There's a reason why Scarlett Johansson's Saturday Night Live portrayal of Ivanka eventually led to Dictionary.com naming "complicit" 2017's word of the year, is what they're getting at.

The tagline for the perfume Johansson/Trump was hawking in that parody ad: "The fragrance for the woman who could stop all this, but won't."

A brief refresher on the Trump family's role in Black history: in 1927, The New York Times reported that Fred Trump (who would go on to sire the president) was among those arrested at a clash between police and the KKK. The report said that he was later "discharged," implying that no charges were filed, and there were no further details. While it's unknown if he was a member of the KKK, he was not a police officer — he was in the real estate business.

In 1973, Fred and Donald Trump were sued by the Justice Department for allegedly refusing to rent to Black and Puerto Rican tenants, according to Politico. The case was eventually settled with no admission of wrongdoing. President Trump referenced the case in a 1987 book, writing that he and his father didn't "rent to welfare cases, white or black," as Politico reported.

In 1989, Donald Trump spent $85,000 on full-page ads in four different newspapers advocating for five Black and Hispanic teenagers to be put to death for the rape an assault of a white woman, despite the fact that DNA testing proved their innocence, The New York Times reported in October 2016. As recently as 2016, according to the Times, he had not changed his position on the matter.

In 2011, Trump began a years-long campaign of promulgating the false conspiracy theory that America's first black president was secretly born in Kenya. Once he became the Republican party's nominee in 2016, he finally admitted that President Barack Obama was born in the United States, and falsely claimed that former Secretary of State Hillary Clinton had started the rumor, as Politico reported.

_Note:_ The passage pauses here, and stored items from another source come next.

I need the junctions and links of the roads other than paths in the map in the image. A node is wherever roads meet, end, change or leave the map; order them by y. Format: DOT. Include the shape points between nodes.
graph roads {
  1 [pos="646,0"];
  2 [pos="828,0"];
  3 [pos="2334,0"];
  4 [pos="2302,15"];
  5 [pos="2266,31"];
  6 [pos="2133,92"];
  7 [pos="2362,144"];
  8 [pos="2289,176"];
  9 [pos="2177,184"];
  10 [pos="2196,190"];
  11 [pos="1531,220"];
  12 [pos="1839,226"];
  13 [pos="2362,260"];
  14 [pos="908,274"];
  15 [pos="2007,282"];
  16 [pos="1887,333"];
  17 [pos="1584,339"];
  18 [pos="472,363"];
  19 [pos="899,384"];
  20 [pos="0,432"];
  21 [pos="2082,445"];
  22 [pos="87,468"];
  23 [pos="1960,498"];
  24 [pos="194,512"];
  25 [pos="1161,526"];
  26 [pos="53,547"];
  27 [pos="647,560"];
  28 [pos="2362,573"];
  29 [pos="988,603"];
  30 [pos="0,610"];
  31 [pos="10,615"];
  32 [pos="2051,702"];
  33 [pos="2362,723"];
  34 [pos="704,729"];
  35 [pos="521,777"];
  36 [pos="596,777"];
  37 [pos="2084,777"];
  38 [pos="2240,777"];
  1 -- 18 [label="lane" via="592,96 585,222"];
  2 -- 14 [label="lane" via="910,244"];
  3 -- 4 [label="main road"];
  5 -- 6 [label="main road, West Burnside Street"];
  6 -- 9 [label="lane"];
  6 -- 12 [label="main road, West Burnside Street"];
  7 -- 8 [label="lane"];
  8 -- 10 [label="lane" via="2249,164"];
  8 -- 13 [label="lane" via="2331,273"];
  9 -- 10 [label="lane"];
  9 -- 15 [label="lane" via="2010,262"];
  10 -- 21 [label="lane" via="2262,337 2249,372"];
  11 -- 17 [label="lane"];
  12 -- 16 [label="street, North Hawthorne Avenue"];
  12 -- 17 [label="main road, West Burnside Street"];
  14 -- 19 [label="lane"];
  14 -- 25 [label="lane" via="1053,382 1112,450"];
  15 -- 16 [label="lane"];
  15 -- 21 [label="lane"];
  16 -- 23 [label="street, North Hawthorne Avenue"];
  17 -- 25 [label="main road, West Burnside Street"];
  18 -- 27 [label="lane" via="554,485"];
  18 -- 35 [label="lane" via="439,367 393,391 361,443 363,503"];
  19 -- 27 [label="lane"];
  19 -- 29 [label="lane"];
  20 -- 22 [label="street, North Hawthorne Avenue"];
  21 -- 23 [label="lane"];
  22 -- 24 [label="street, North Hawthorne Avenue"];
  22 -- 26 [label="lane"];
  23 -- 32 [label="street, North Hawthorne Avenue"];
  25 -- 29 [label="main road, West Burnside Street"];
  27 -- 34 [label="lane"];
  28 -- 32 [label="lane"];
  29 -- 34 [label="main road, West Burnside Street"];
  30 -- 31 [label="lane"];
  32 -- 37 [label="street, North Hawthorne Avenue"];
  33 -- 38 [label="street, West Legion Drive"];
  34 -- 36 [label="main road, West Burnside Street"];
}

Last Black History Month, President Trump said that abolitionist Frederick Douglass (1818 - 1895) "is an example of somebody who's done an amazing job and is getting recognized more and more, I notice."

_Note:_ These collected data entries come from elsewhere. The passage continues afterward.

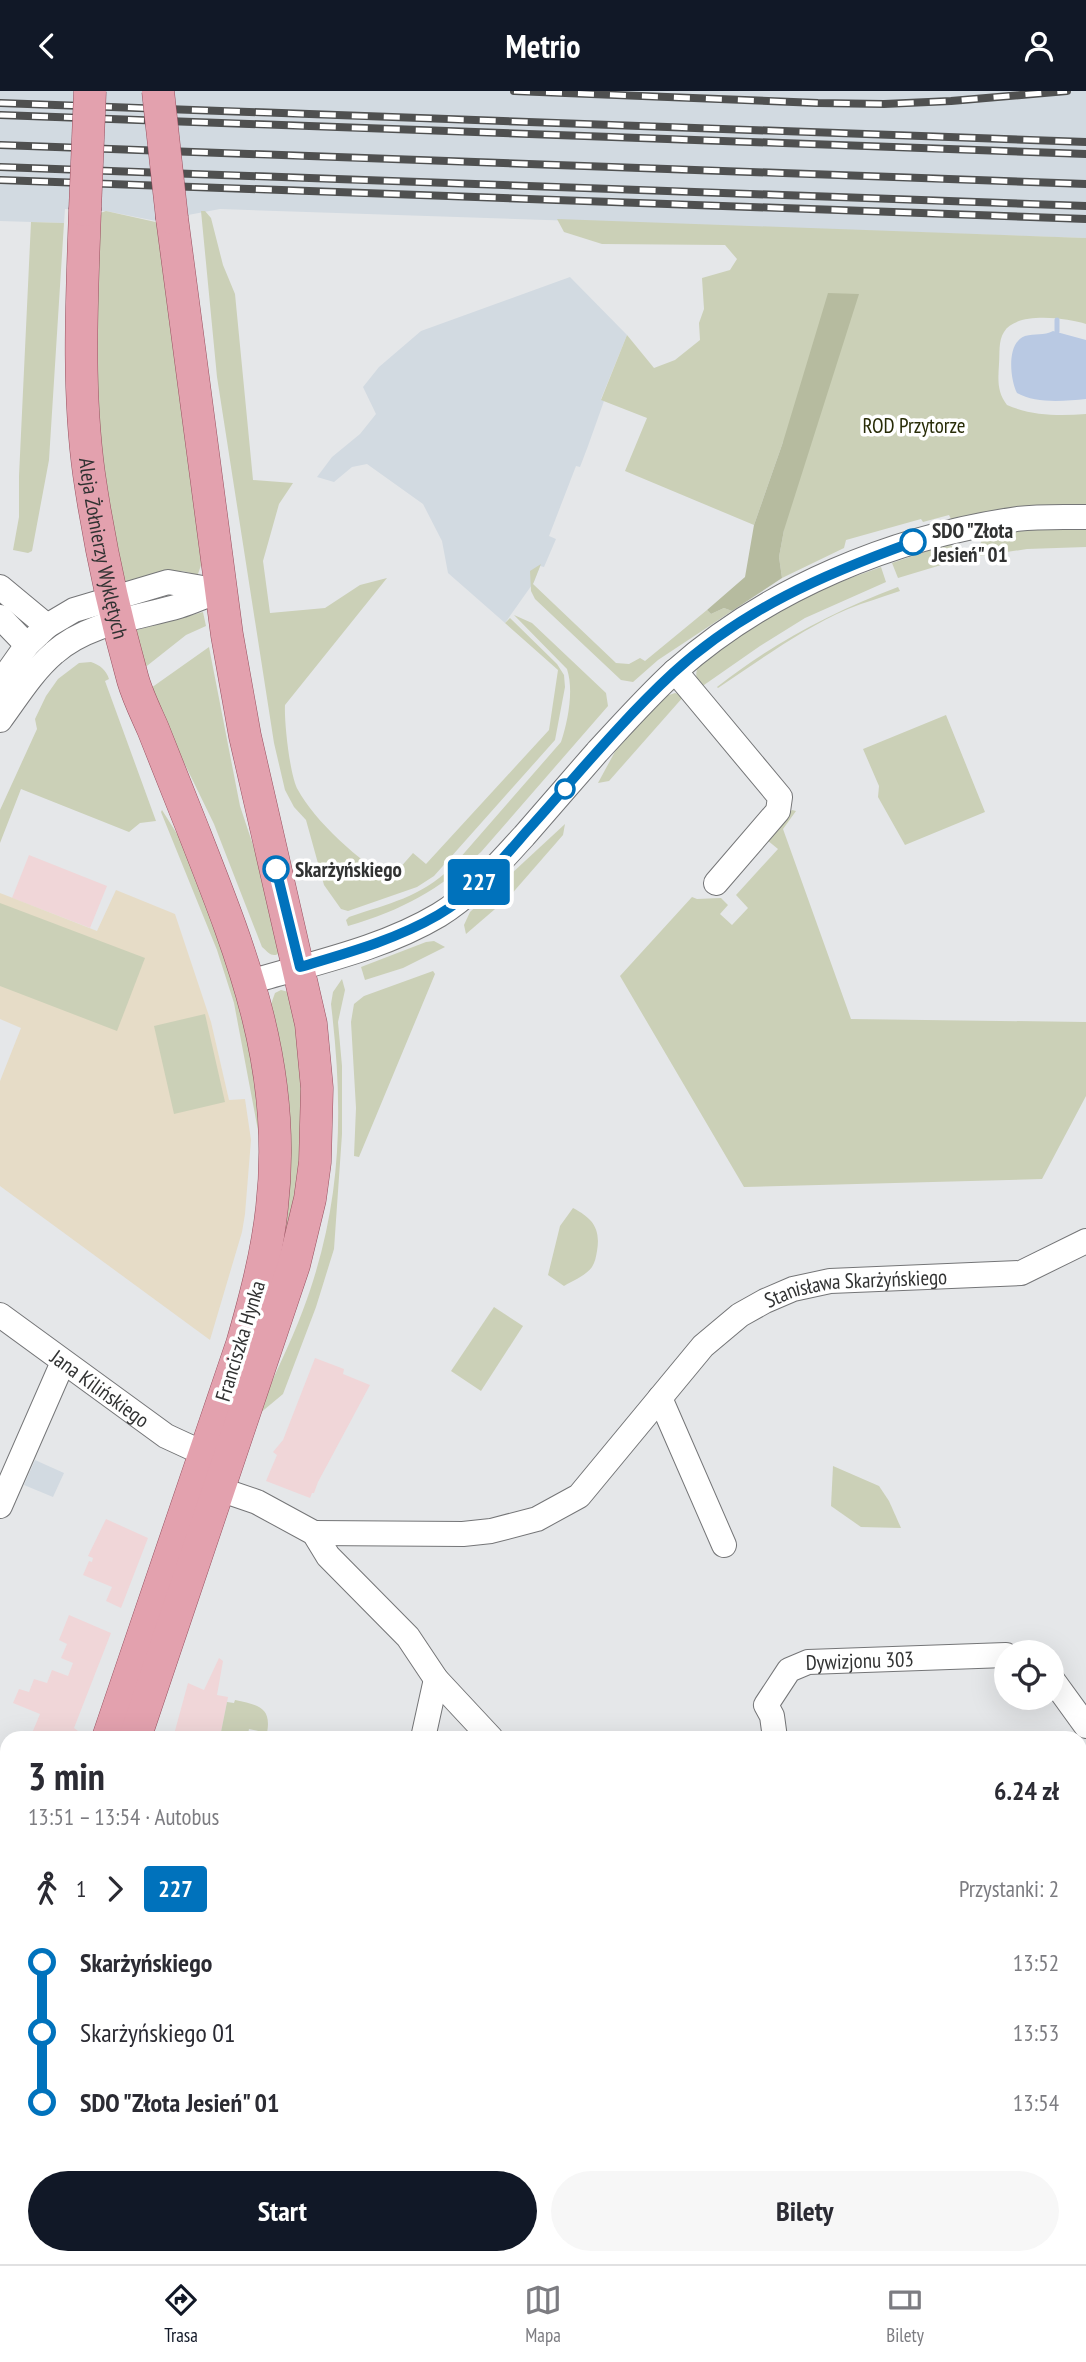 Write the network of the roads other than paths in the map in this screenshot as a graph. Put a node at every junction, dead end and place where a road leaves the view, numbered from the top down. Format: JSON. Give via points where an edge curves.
{"nodes":[{"id":1,"x":90,"y":91,"type":"edge"},
{"id":2,"x":158,"y":91,"type":"edge"},
{"id":3,"x":1086,"y":517,"type":"edge"},
{"id":4,"x":0,"y":587,"type":"edge"},
{"id":5,"x":220,"y":591,"type":"junction"},
{"id":6,"x":115,"y":610,"type":"junction"},
{"id":7,"x":0,"y":617,"type":"edge"},
{"id":8,"x":47,"y":626,"type":"junction"},
{"id":9,"x":27,"y":645,"type":"junction"},
{"id":10,"x":675,"y":671,"type":"junction"},
{"id":11,"x":0,"y":700,"type":"edge"},
{"id":12,"x":0,"y":720,"type":"edge"},
{"id":13,"x":716,"y":884,"type":"dead end"},
{"id":14,"x":300,"y":967,"type":"junction"},
{"id":15,"x":250,"y":982,"type":"junction"},
{"id":16,"x":1086,"y":1241,"type":"edge"},
{"id":17,"x":0,"y":1315,"type":"edge"},
{"id":18,"x":63,"y":1362,"type":"junction"},
{"id":19,"x":660,"y":1398,"type":"junction"},
{"id":20,"x":205,"y":1454,"type":"junction"},
{"id":21,"x":219,"y":1489,"type":"junction"},
{"id":22,"x":0,"y":1506,"type":"edge"},
{"id":23,"x":314,"y":1533,"type":"junction"},
{"id":24,"x":724,"y":1545,"type":"dead end"},
{"id":25,"x":994,"y":1655,"type":"edge"},
{"id":26,"x":436,"y":1679,"type":"junction"},
{"id":27,"x":1064,"y":1696,"type":"edge"},
{"id":28,"x":1086,"y":1726,"type":"edge"},
{"id":29,"x":110,"y":1731,"type":"edge"},
{"id":30,"x":137,"y":1731,"type":"edge"},
{"id":31,"x":425,"y":1731,"type":"edge"},
{"id":32,"x":484,"y":1731,"type":"edge"},
{"id":33,"x":774,"y":1731,"type":"edge"}],
"edges":[{"from":1,"to":6,"type":"main road","name":"Aleja Żołnierzy Wyklętych","bridge":true,"via":[[84,413],[89,472]]},
{"from":2,"to":5,"type":"main road","bridge":true},
{"from":3,"to":10,"type":"street","via":[[1020,518],[970,527],[883,553],[781,596]]},
{"from":4,"to":8,"type":"street"},
{"from":5,"to":6,"type":"street","via":[[182,605]]},
{"from":5,"to":14,"type":"main road","via":[[246,736]]},
{"from":6,"to":8,"type":"street","via":[[74,610]]},
{"from":6,"to":12,"type":"street","via":[[37,668]]},
{"from":6,"to":15,"type":"main road","name":"Aleja Żołnierzy Wyklętych","via":[[135,684]]},
{"from":7,"to":9,"type":"street"},
{"from":8,"to":9,"type":"street"},
{"from":9,"to":11,"type":"street","via":[[10,669]]},
{"from":10,"to":13,"type":"street","via":[[780,797],[778,811]]},
{"from":10,"to":14,"type":"street","via":[[460,901],[383,941]]},
{"from":14,"to":15,"type":"street"},
{"from":14,"to":21,"type":"main road","name":"Franciszka Hynka","via":[[317,1088],[310,1199],[285,1294]]},
{"from":15,"to":20,"type":"main road","name":"Franciszka Hynka","via":[[274,1107],[273,1206],[261,1278]]},
{"from":16,"to":19,"type":"street","name":"Stanisława Skarżyńskiego","via":[[1021,1273],[830,1281],[793,1289],[740,1315],[712,1337]]},
{"from":17,"to":18,"type":"street","name":"Jana Kilińskiego"},
{"from":18,"to":20,"type":"street","name":"Jana Kilińskiego","via":[[166,1436]]},
{"from":18,"to":22,"type":"street"},
{"from":19,"to":23,"type":"street","name":"Stanisława Skarżyńskiego","via":[[579,1496],[537,1519],[463,1534]]},
{"from":19,"to":24,"type":"street"},
{"from":20,"to":29,"type":"main road","name":"Franciszka Hynka"},
{"from":21,"to":23,"type":"street","name":"Stanisława Skarżyńskiego","via":[[257,1502]]},
{"from":21,"to":30,"type":"main road","name":"Franciszka Hynka"},
{"from":23,"to":26,"type":"street","name":"Stanisława Skarżyńskiego","via":[[328,1556],[408,1637]]},
{"from":25,"to":33,"type":"street","name":"Dywizjonu 303","via":[[808,1662],[789,1670],[766,1705]]},
{"from":26,"to":31,"type":"street"},
{"from":26,"to":32,"type":"street","name":"Stanisława Skarżyńskiego"},
{"from":27,"to":28,"type":"street"}]}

Later that month, when Trump was asked by White House correspondent April Ryan if he planned to include the Congressional Black Caucus in agenda meetings, according to CNN, Trump asked her to set up the meeting, asking the Black reporter, "Are they friends of yours?"

According to multiple sources who spoke to The New York Times, the POTUS allegedly said during a June Oval Office meeting that Haitians "all have AIDS" and Nigerians live in huts. The White House did not immediately return Romper's request for comment, but has previously denied these comments.

After a violent protest that led to one death in Charlottesville, Virginia last August, Trump characterized the white nationalist protesters at the event as "some very fine people," according to The Atlantic.

Trump has repeatedly denigrated Black NFL players for silently protesting systemic racism and police brutality, said team owners should fire them and used the term "son of a b*tch" to describe them at a political rally last September, as reported by The Guardian.

Last month, according to NBC News, Trump allegedly characterized Haiti, El Salvador, and African countries as "sh*thole countries" and said he'd rather the United States accept immigrants from Norway instead, according to several witnesses, including two sitting senators. The White House did not immediately return Romper's request for comment on this matter, either, but Trump has previously denied that he used those specific words.

On the first day of Black History Month 2018, the Trump administration stripped the Office of Fair Lending and Equal Opportunity's enforcement powers, according to The Washington Post. OFLEO is a division of the Consumer Financial Protection Bureau that pursued cases against discriminatory lenders.

On top of all of this family history, a few Twitter users decided not to bring up Ivanka's father and grandfather, and instead pointed out that her tone-deaf tweet made Black History Month about "all Americans," as well as the fact that she used the word "sojouners" incorrectly. Perhaps she was confused that abolitionist and women's rights activist Sojourner Truth (1797 - 1893) was an actual, specific person, not a synonym for "Black historical figure."

In summary, Ivanka, the internet would very much like you to just stop.